The code below shows how I created my buffer, and I've tried to do a bandpass filter but it just turns the signals to noise/blips:
// Multiple signal generator
__block float *phases = nil;
[audioManager setOutputBlock:^(float *data, UInt32 numFrames, UInt32 numChannels)
{
float samplingRate = audioManager.samplingRate;
NSUInteger activeSignalCount = [tones count];
// Initialize phases
if (phases == nil) {
phases = new float[10];
for(int z = 0; z <= 10; z++) {
phases[z] = 0.0;
}
}
// Multiple signals
NSEnumerator * enumerator = [tones objectEnumerator];
id frequency;
UInt32 c = 0;
while(frequency = [enumerator nextObject])
{
for (int i=0; i < numFrames; ++i)
{
for (int iChannel = 0; iChannel < numChannels; ++iChannel)
{
float theta = phases[c] * M_PI * 2;
if (c == 0) {
data[i*numChannels + iChannel] = sin(theta);
} else {
data[i*numChannels + iChannel] = data[i*numChannels + iChannel] + sin(theta);
}
}
phases[c] += 1.0 / (samplingRate / [frequency floatValue]);
if (phases[c] > 1.0) phases[c] = -1;
}
c++;
}
// Normalize data with active signal count
float signalMulti = 1.0 / (float(activeSignalCount) * (sqrt(2.0)));
vDSP_vsmul(data, 1, &signalMulti, data, 1, numFrames*numChannels);
// Apply master volume
float volume = masterVolumeSlider.value;
vDSP_vsmul(data, 1, &volume, data, 1, numFrames*numChannels);
if (fxSwitch.isOn) {
// H(s) = (s/Q) / (s^2 + s/Q + 1)
// http://www.musicdsp.org/files/Audio-EQ-Cookbook.txt
// BW 2.0 Q 0.667
// http://www.rane.com/note170.html
//The order of the coefficients are, B1, B2, A1, A2, B0.
float Fs = samplingRate;
float omega = 2*M_PI*Fs; // w0 = 2*pi*f0/Fs
float Q = 0.50f;
float alpha = sin(omega)/(2*Q); // sin(w0)/(2*Q)
// Through H
for (int i=0; i < numFrames; ++i)
{
for (int iChannel = 0; iChannel < numChannels; ++iChannel)
{
data[i*numChannels + iChannel] = (data[i*numChannels + iChannel]/Q) / (pow(data[i*numChannels + iChannel],2) + data[i*numChannels + iChannel]/Q + 1);
}
}
float b0 = alpha;
float b1 = 0;
float b2 = -alpha;
float a0 = 1 + alpha;
float a1 = -2*cos(omega);
float a2 = 1 - alpha;
float *coefficients = (float *) calloc(5, sizeof(float));
coefficients[0] = b1;
coefficients[1] = b2;
coefficients[2] = a1;
coefficients[3] = a2;
coefficients[3] = b0;
vDSP_deq22(data, 2, coefficients, data, 2, numFrames);
free(coefficients);
}
// Measure dB
[self measureDB:data:numFrames:numChannels];
}];
My aim is to make a 10-band EQ for this buffer, using vDSP_deq22, the syntax of the method is:
vDSP_deq22(<float *vDSP_A>, <vDSP_Stride vDSP_I>, <float *vDSP_B>, <float *vDSP_C>, <vDSP_Stride vDSP_K>, <vDSP_Length __vDSP_N>)
See: http://developer.apple.com/library/mac/#documentation/Accelerate/Reference/vDSPRef/Reference/reference.html#//apple_ref/doc/c_ref/vDSP_deq22
Arguments:
float *vDSP_A is the input data
float *vDSP_B are 5 filter coefficients
float *vDSP_C is the output data
I have to make 10 filters (10 times vDSP_deq22).
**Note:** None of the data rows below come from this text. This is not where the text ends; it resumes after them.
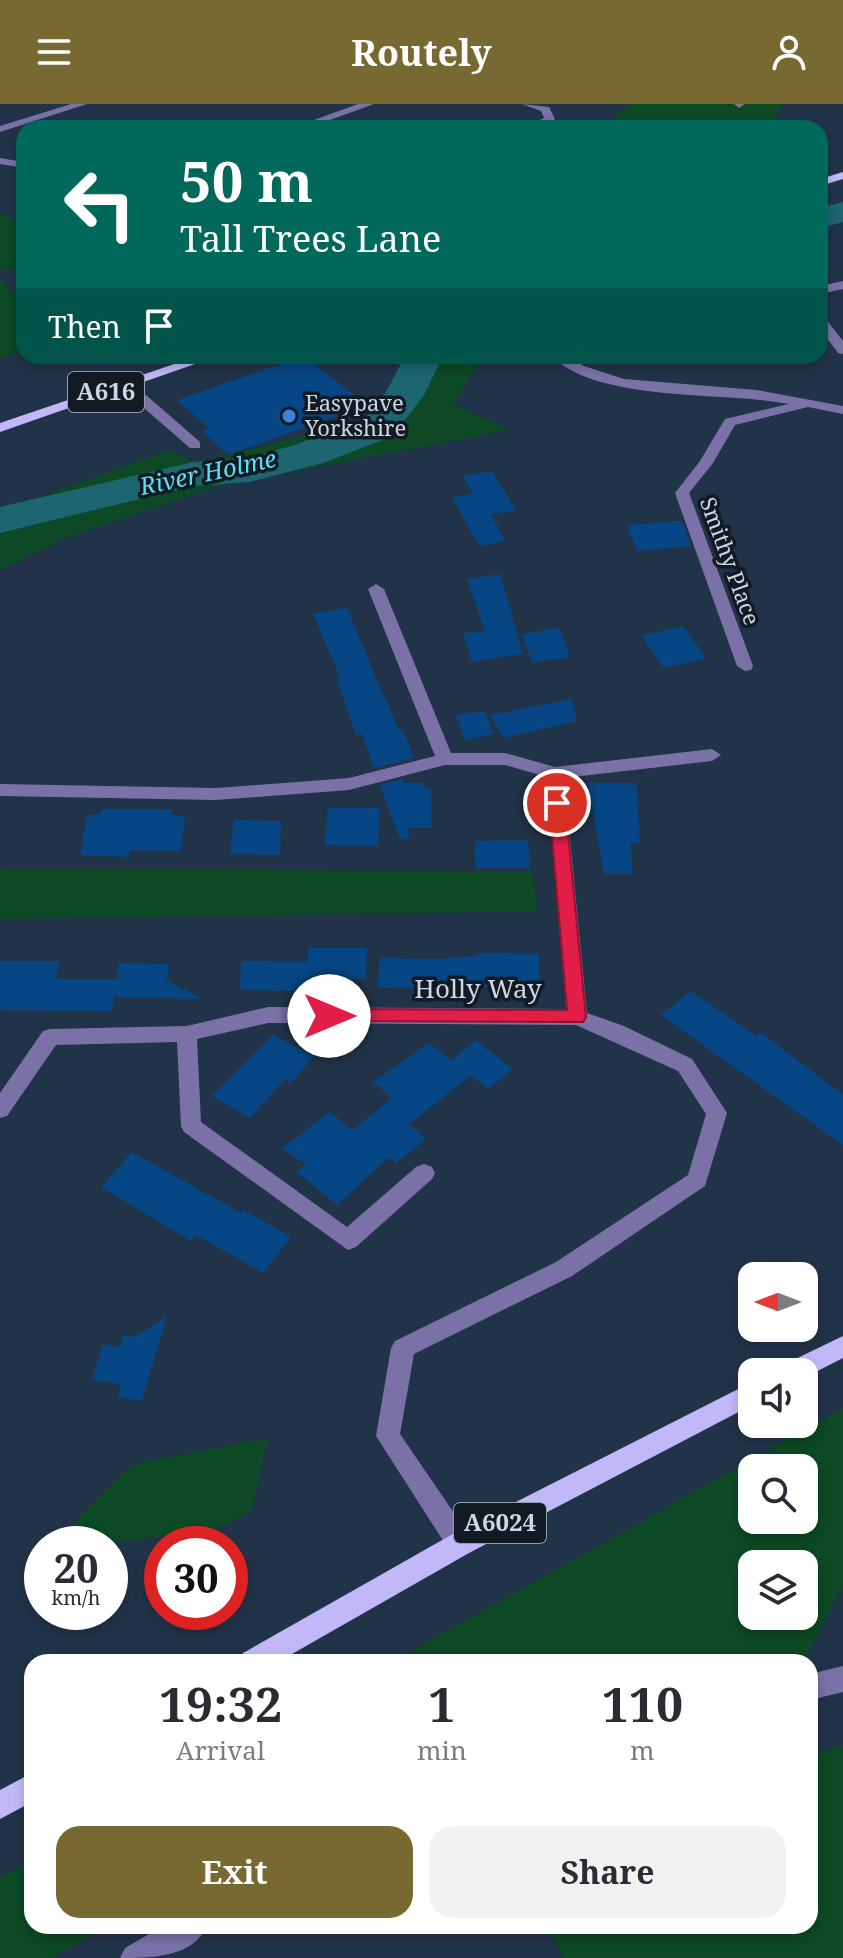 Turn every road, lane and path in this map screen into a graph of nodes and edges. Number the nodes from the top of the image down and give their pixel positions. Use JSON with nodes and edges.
{"nodes":[{"id":1,"x":82,"y":104,"type":"edge"},
{"id":2,"x":369,"y":104,"type":"edge"},
{"id":3,"x":527,"y":104,"type":"edge"},
{"id":4,"x":30,"y":120,"type":"edge"},
{"id":5,"x":321,"y":120,"type":"edge"},
{"id":6,"x":549,"y":120,"type":"edge"},
{"id":7,"x":828,"y":331,"type":"edge"},
{"id":8,"x":843,"y":350,"type":"edge"},
{"id":9,"x":184,"y":364,"type":"edge"},
{"id":10,"x":572,"y":364,"type":"edge"},
{"id":11,"x":126,"y":385,"type":"junction"},
{"id":12,"x":808,"y":403,"type":"junction"},
{"id":13,"x":843,"y":410,"type":"edge"},
{"id":14,"x":0,"y":428,"type":"edge"},
{"id":15,"x":195,"y":445,"type":"dead end"},
{"id":16,"x":376,"y":589,"type":"dead end"},
{"id":17,"x":745,"y":666,"type":"dead end"},
{"id":18,"x":712,"y":755,"type":"dead end"},
{"id":19,"x":445,"y":759,"type":"junction"},
{"id":20,"x":555,"y":773,"type":"junction"},
{"id":21,"x":0,"y":790,"type":"edge"},
{"id":22,"x":577,"y":1017,"type":"junction"},
{"id":23,"x":187,"y":1034,"type":"junction"},
{"id":24,"x":0,"y":1110,"type":"edge"},
{"id":25,"x":424,"y":1173,"type":"dead end"},
{"id":26,"x":843,"y":1346,"type":"edge"},
{"id":27,"x":818,"y":1359,"type":"edge"},
{"id":28,"x":738,"y":1400,"type":"edge"},
{"id":29,"x":460,"y":1544,"type":"junction"},
{"id":30,"x":266,"y":1654,"type":"edge"},
{"id":31,"x":843,"y":1679,"type":"edge"},
{"id":32,"x":818,"y":1685,"type":"edge"},
{"id":33,"x":24,"y":1792,"type":"edge"},
{"id":34,"x":0,"y":1805,"type":"edge"},
{"id":35,"x":178,"y":1934,"type":"edge"},
{"id":36,"x":135,"y":1958,"type":"edge"}],
"edges":[{"from":1,"to":4,"type":"street"},
{"from":2,"to":5,"type":"street"},
{"from":3,"to":6,"type":"street"},
{"from":7,"to":8,"type":"street"},
{"from":9,"to":11,"type":"main road","number":"A616"},
{"from":10,"to":12,"type":"street"},
{"from":11,"to":14,"type":"main road","number":"A616"},
{"from":11,"to":15,"type":"street"},
{"from":12,"to":13,"type":"street"},
{"from":12,"to":17,"type":"street","name":"Smithy Place"},
{"from":16,"to":19,"type":"street"},
{"from":18,"to":20,"type":"street"},
{"from":19,"to":20,"type":"street"},
{"from":19,"to":21,"type":"street"},
{"from":20,"to":22,"type":"street"},
{"from":22,"to":23,"type":"street","name":"Holly Way"},
{"from":22,"to":29,"type":"street","name":"Holly Way"},
{"from":23,"to":24,"type":"street","name":"Holly Way"},
{"from":23,"to":25,"type":"street"},
{"from":26,"to":27,"type":"main road"},
{"from":28,"to":29,"type":"main road","number":"A6024"},
{"from":29,"to":30,"type":"main road","number":"A6024"},
{"from":31,"to":32,"type":"street"},
{"from":33,"to":34,"type":"main road"},
{"from":35,"to":36,"type":"street"}]} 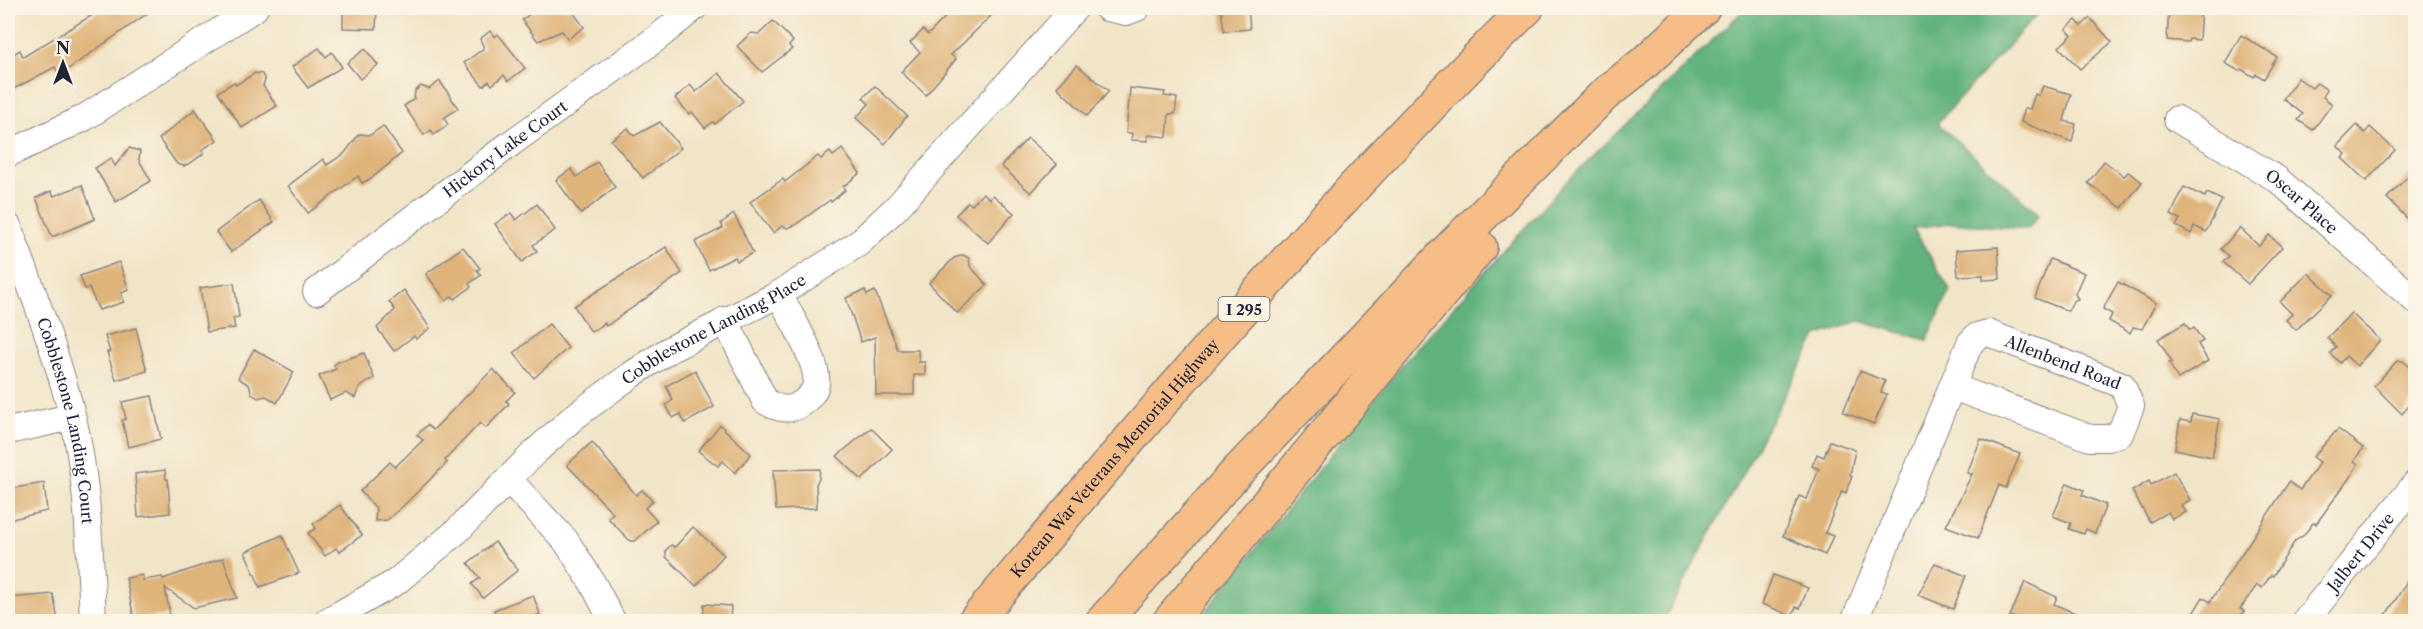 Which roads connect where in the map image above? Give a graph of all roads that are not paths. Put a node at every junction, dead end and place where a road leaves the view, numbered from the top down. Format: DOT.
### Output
graph roads {
  1 [pos="255,8"];
  2 [pos="694,8"];
  3 [pos="1075,8"];
  4 [pos="1107,8"];
  5 [pos="1137,8"];
  6 [pos="1527,8"];
  7 [pos="1703,8"];
  8 [pos="1643,64"];
  9 [pos="2177,119"];
  10 [pos="8,154"];
  11 [pos="8,226"];
  12 [pos="316,292"];
  13 [pos="779,294"];
  14 [pos="2415,301"];
  15 [pos="725,321"];
  16 [pos="1953,387"];
  17 [pos="72,417"];
  18 [pos="8,431"];
  19 [pos="509,480"];
  20 [pos="2415,483"];
  21 [pos="1861,619"];
  22 [pos="612,620"];
  23 [pos="93,621"];
  24 [pos="326,621"];
  25 [pos="974,621"];
  26 [pos="1102,621"];
  27 [pos="1168,621"];
  28 [pos="2304,621"];
  1 -- 10 [label="street"];
  2 -- 12 [label="street, Hickory Lake Court"];
  3 -- 13 [label="street, Cobblestone Landing Place"];
  4 -- 5 [label="street"];
  6 -- 25 [label="highway, Korean War Veterans Memorial Highway / I 295"];
  7 -- 8 [label="highway"];
  8 -- 26 [label="highway"];
  8 -- 27 [label="highway"];
  9 -- 14 [label="street, Oscar Place"];
  11 -- 17 [label="street, Cobblestone Landing Court"];
  13 -- 15 [label="street, Cobblestone Landing Place"];
  13 -- 15 [label="street"];
  15 -- 19 [label="street, Cobblestone Landing Place"];
  16 -- 16 [label="street, Allenbend Road"];
  16 -- 21 [label="street, Allenbend Road"];
  17 -- 18 [label="street"];
  17 -- 23 [label="street, Cobblestone Landing Court"];
  19 -- 22 [label="street"];
  19 -- 24 [label="street, Cobblestone Landing Place"];
  20 -- 28 [label="street, Jalbert Drive"];
}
Then I set the gain for every band and combine them back together. But what coefficients do I feed every filter? I know vDSP_deq22 is a 2nd order (butterworth) IIR filter, but how do I turn this into a bandpass?
Now I have three questions:
a) Do I have to de-interleave and interleave the audio buffer? I know setting stride to 2 just filters on channel but how I filter the other, stride 1 will process both channels as one.
b) Do I have to transform/process the buffer before it enters the vDSP_deq22 method? If so, do I also have to transform it back to normal?
c) What values of the coefficients should I set to the 10 vDSP_deq22s?
I've been trying for days now but I haven't been able to figure this on out, please help me out!
Your omega value need to be normalised, i.e. expressed as a fraction of Fs - it looks like you left out the f0 when you calculated omega, which will make alpha wrong too:
float omega = 2*M_PI*Fs; // w0 = 2*pi*f0/Fs
should probably be:
float omega = 2*M_PI*f0/Fs; // w0 = 2*pi*f0/Fs
where f0 is the centre frequency in Hz.
For your 10 band equaliser you'll need to pick 10 values of f0, spaced logarithmically, e.g. 25 Hz, 50 Hz, 100 Hz, 200 Hz, 400 Hz, 800 Hz, 1.6 kHz, 3.2 kHz, 6.4 kHz, 12.8 kHz.